NOT TO BE PUBLISHED IN OFFICIAL REPORTS
California Rules of Court, rule 8.1115(a), prohibits courts and parties from citing or relying on opinions not certified for publication or ordered published, except as specified by rule 8.1115(b). This opinion has not been certified for publication or ordered published for purposes of rule 8.1115. (Super.Ct.No. CR42433) OPINION APPEAL from the Superior Court of Riverside County. John D. Molloy, Judge. Affirmed. Brett Harding Duxbury, under appointment by the Court of Appeal, for Defendant and Appellant. Xavier Becerra, Attorney General, Lance E. Winters, Chief Assistant Attorney General, Julie L. Garland, Assistant Attorney General, A. Natasha Cortina, Lynne G. McGinnis and Melissa Mandel, Deputy Attorneys General, for Plaintiff and Respondent.
INTRODUCTION
In 1993, defendant Martin Major McLaughlin was tried and convicted of first degree murder (Pen. Code, § 187), with findings that he personally used a firearm (§ 12022.5), and a special circumstance finding that the murder was committed during a robbery (former § 190.2, subd. (a)(17)(i), currently numbered § 190.2, subd. (a)(17)(A)). He was sentenced to life without possibility of parole (LWOP) plus a consecutive term of 4 years for the gun use enhancement. In 2019, following enactment of Senate Bill No. 1437 (Senate Bill 1437) and section 1170.95, defendant petitioned for resentencing, but the petition was denied. He appeals the denial of that petition.
All further statutory references are to the Penal Code, unless otherwise indicated.

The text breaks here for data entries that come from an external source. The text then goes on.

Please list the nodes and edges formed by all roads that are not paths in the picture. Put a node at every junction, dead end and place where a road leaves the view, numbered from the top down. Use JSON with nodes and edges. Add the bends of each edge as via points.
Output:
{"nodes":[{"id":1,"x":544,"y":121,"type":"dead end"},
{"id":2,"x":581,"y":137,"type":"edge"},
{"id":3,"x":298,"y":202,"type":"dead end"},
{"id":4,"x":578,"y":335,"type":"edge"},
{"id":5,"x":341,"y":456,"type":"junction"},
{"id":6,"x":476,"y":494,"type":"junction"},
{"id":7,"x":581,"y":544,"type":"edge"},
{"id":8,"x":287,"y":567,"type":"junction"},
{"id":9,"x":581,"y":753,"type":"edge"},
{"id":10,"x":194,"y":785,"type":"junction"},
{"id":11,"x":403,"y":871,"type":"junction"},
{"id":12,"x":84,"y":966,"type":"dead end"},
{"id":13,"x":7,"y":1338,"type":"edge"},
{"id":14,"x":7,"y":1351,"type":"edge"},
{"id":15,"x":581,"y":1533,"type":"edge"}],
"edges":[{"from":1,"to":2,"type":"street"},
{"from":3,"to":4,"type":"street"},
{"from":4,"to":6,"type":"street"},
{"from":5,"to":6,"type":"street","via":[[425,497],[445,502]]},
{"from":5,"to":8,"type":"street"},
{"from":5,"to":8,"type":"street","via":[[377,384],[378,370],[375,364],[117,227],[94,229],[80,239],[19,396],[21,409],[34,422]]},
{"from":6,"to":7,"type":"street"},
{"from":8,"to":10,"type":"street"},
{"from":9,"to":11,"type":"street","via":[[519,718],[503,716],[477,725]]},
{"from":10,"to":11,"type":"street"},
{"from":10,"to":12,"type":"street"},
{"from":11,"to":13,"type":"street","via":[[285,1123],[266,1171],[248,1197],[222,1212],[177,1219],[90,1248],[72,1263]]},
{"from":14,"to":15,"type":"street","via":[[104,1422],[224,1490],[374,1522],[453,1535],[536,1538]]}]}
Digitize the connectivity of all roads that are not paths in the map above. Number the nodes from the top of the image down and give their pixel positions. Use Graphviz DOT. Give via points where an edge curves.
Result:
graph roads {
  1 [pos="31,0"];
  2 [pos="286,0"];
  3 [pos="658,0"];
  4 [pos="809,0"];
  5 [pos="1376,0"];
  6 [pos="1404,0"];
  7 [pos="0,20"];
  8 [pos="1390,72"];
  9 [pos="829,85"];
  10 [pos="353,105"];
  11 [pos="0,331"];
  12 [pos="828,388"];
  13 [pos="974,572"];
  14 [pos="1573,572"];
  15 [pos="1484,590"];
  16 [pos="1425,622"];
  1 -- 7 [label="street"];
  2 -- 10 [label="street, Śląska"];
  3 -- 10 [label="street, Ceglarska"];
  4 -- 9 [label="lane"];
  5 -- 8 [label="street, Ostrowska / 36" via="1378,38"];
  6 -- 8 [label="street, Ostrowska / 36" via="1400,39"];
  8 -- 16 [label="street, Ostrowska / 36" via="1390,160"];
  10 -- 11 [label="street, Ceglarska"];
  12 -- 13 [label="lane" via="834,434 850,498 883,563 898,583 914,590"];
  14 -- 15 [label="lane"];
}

On appeal, defendant argues that the trial court improperly denied the petition where the People failed to establish that defendant was not convicted as an aider/abettor to the felony-murder or that he was not convicted under the natural and probable consequences theory. We affirm.
BACKGROUND
We take the background facts relating to the offense from our unpublished opinion filed in the direct appeal, case No. E013276, People v. McLaughlin, filed on September 2, 1994:
Banning Police Officer Robert Stafford was patrolling the area around Blanchard and George Street in Banning at 9:47 p.m. on November 10, 1991. Drug dealers openly sold drugs in the area to buyers who would drive up and buy drugs while sitting in their vehicles. Sometimes buyers would be robbed by the dealers.
That evening, Stafford saw a body lying on the ground next to a truck parked on George Street. The driver's door was closed with the window partially open, the truck engine was running, the transmission was in drive and the passenger door was open.
Earlier that evening the victim, Joel Youngs, was driving around the area in his truck with two women. They returned to Blanchard and George Street to buy some drugs. Youngs gave one of the women some money from his wallet to buy drugs. As the woman entered a house to buy the drugs, she remarked to a group of people, which included defendant, that Youngs had a lot of money on him. The people in the group then engaged in a brief conversation.
Defendant, carrying a gun, walked up to the driver's door of Youngs's truck and demanded that Youngs open the door. When Youngs refused, defendant pounded on the window with his gun and demanded Youngs open the door. Defendant then fired the gun twice at very close range killing Youngs. Defendant then ran from the scene.
Youngs's wallet was never recovered. Officers found defendant's fingerprints on the driver's side window of Youngs's truck.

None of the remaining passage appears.